What you need to do :: Only the number is wanted: how many lines of these entries contain the word "main"?

Dataset excerpts
______________________________
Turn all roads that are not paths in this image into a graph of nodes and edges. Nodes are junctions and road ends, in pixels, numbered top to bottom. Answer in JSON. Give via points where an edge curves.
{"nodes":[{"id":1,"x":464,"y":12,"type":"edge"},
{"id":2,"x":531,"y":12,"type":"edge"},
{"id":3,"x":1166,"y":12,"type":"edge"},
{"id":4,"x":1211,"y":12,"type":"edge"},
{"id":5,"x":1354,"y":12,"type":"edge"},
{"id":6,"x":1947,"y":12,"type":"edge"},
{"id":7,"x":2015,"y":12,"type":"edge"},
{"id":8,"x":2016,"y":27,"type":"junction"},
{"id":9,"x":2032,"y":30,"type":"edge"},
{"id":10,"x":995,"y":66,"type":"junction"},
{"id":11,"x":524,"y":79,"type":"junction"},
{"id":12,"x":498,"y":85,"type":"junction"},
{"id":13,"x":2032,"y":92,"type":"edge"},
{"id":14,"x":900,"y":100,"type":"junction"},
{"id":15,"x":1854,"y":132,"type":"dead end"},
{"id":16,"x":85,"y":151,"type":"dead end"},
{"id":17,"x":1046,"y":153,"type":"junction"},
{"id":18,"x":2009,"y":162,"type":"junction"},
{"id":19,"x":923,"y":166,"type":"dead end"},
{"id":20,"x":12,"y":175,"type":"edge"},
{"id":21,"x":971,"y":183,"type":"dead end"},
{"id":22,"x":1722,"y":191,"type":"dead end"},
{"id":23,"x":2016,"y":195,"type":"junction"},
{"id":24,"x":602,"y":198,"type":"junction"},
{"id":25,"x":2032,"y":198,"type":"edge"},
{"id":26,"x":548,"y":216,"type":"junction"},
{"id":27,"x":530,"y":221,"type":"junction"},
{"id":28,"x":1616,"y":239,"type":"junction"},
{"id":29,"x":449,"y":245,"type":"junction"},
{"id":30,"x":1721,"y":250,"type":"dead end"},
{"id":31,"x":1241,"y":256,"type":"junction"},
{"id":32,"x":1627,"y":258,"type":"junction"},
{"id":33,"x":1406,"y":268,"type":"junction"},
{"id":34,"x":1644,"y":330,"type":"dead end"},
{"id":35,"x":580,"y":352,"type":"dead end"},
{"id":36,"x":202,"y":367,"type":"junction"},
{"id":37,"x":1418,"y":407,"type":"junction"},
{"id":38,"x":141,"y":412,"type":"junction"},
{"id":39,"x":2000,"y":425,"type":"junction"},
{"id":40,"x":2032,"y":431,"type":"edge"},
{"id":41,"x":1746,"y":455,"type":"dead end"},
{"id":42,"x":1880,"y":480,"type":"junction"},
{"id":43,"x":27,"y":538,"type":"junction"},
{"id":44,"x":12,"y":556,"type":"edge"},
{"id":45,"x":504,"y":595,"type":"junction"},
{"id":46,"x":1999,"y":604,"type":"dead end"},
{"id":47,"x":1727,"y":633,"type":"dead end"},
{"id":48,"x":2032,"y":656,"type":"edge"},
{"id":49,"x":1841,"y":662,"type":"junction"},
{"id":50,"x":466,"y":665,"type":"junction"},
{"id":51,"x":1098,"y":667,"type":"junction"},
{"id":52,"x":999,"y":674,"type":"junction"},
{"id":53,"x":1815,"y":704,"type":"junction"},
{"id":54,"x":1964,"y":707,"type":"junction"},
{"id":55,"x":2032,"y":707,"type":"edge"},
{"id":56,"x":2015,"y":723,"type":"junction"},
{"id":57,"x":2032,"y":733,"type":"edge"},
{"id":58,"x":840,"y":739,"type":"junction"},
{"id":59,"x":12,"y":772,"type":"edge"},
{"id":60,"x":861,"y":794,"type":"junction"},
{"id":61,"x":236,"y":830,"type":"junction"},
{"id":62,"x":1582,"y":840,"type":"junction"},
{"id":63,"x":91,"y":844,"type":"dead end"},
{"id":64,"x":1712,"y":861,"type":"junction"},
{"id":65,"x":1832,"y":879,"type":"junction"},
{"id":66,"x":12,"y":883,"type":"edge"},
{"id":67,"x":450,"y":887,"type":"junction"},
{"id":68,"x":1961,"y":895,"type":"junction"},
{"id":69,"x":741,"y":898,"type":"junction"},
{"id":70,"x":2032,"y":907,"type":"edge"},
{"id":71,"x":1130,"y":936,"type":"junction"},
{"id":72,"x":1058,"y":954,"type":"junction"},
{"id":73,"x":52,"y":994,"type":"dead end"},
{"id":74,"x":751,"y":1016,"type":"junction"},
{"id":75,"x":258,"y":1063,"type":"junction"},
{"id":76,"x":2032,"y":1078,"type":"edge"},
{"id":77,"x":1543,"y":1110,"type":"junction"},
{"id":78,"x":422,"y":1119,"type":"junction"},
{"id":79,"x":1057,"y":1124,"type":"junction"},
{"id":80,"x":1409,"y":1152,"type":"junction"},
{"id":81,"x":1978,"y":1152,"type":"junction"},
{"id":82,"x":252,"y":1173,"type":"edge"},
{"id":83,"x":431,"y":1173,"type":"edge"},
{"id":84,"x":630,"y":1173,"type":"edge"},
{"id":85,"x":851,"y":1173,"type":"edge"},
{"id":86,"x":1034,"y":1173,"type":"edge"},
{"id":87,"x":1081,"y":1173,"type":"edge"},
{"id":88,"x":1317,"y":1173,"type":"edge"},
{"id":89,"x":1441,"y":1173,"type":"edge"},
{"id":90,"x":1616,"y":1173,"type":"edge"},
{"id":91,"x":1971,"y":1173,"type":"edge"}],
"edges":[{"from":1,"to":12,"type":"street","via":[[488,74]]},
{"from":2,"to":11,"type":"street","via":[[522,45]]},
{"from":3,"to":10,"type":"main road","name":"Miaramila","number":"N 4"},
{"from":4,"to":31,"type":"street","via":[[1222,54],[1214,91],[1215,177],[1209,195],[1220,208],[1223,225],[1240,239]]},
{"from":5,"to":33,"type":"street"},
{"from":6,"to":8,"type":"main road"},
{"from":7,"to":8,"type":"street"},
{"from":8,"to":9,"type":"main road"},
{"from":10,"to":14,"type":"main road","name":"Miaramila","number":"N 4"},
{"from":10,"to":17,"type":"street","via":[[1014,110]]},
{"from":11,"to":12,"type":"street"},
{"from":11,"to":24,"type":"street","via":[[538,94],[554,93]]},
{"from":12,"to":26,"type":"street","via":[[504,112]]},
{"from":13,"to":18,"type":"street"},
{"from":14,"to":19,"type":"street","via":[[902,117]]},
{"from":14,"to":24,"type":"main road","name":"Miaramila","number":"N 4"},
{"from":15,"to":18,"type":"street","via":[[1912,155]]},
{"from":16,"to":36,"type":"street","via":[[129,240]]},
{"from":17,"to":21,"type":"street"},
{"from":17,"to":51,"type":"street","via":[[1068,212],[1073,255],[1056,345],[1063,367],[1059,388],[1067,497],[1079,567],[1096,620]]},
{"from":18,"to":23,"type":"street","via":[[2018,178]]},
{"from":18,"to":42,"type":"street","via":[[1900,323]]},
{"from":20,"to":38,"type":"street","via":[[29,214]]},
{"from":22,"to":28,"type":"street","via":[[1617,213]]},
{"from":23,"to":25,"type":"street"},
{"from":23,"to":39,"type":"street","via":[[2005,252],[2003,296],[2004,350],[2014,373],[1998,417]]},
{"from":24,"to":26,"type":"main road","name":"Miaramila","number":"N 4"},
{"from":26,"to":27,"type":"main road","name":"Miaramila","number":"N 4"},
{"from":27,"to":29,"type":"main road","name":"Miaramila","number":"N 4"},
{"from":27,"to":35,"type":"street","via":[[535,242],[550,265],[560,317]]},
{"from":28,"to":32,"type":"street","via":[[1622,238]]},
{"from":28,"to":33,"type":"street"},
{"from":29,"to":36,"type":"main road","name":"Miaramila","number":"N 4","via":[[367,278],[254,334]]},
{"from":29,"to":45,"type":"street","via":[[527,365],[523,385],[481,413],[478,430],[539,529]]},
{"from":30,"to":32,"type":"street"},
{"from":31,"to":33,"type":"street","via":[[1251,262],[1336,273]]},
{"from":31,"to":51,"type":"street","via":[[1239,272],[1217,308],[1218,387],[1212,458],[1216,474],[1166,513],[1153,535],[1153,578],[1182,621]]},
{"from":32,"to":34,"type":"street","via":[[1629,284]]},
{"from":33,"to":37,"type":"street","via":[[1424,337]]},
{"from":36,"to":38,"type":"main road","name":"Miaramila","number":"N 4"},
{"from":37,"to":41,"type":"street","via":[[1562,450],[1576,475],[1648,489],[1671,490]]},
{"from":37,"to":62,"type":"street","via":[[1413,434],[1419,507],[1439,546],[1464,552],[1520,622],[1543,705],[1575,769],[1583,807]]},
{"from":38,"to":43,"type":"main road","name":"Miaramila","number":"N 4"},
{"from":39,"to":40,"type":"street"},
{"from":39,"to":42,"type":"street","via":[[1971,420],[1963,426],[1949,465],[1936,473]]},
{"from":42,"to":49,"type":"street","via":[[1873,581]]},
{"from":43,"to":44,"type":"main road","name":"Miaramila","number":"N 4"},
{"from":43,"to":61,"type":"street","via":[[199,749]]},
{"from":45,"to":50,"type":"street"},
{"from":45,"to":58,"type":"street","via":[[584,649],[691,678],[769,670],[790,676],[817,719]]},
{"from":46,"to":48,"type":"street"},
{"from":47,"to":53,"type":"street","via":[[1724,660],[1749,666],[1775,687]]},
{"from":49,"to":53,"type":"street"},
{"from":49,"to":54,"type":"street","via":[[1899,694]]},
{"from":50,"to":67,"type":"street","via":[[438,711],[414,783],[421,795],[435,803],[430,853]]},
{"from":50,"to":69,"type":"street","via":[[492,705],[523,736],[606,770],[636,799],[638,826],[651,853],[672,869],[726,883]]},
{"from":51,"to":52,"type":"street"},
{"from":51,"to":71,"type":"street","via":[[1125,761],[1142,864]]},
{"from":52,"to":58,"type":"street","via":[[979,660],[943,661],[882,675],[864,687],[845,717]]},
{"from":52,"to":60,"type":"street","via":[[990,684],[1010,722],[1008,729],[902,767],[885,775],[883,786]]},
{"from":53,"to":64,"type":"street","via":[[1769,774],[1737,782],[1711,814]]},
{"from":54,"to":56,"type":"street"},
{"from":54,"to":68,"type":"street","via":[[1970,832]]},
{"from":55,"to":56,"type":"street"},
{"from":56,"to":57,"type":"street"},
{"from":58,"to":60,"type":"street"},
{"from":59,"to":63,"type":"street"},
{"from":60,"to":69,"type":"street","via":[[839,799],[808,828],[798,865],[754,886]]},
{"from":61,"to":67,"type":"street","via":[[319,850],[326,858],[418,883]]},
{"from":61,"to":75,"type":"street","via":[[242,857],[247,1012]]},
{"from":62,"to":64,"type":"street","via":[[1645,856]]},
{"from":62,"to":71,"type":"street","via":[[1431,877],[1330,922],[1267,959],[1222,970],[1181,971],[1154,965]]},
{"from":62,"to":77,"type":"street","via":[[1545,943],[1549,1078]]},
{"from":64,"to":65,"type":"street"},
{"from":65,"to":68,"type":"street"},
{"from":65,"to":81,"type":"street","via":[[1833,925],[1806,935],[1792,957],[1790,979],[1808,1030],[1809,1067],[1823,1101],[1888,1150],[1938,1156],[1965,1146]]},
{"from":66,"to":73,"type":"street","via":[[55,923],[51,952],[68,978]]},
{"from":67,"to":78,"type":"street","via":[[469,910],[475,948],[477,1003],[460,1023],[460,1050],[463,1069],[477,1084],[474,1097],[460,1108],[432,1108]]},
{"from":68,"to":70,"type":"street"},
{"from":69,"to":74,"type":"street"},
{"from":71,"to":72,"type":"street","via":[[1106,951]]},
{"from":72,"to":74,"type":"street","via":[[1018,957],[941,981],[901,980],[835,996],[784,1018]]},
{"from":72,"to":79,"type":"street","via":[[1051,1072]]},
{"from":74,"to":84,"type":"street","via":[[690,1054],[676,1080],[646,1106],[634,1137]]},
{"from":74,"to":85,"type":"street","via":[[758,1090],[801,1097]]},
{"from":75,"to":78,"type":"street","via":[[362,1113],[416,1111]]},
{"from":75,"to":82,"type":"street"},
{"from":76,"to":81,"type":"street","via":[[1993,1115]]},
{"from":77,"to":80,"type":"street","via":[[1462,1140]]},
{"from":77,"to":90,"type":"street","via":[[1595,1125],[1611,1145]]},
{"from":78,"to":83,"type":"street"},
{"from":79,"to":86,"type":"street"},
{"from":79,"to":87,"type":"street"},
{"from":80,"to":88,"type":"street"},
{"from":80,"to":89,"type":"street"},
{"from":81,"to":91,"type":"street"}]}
______________________________
Response for this exercise :: 12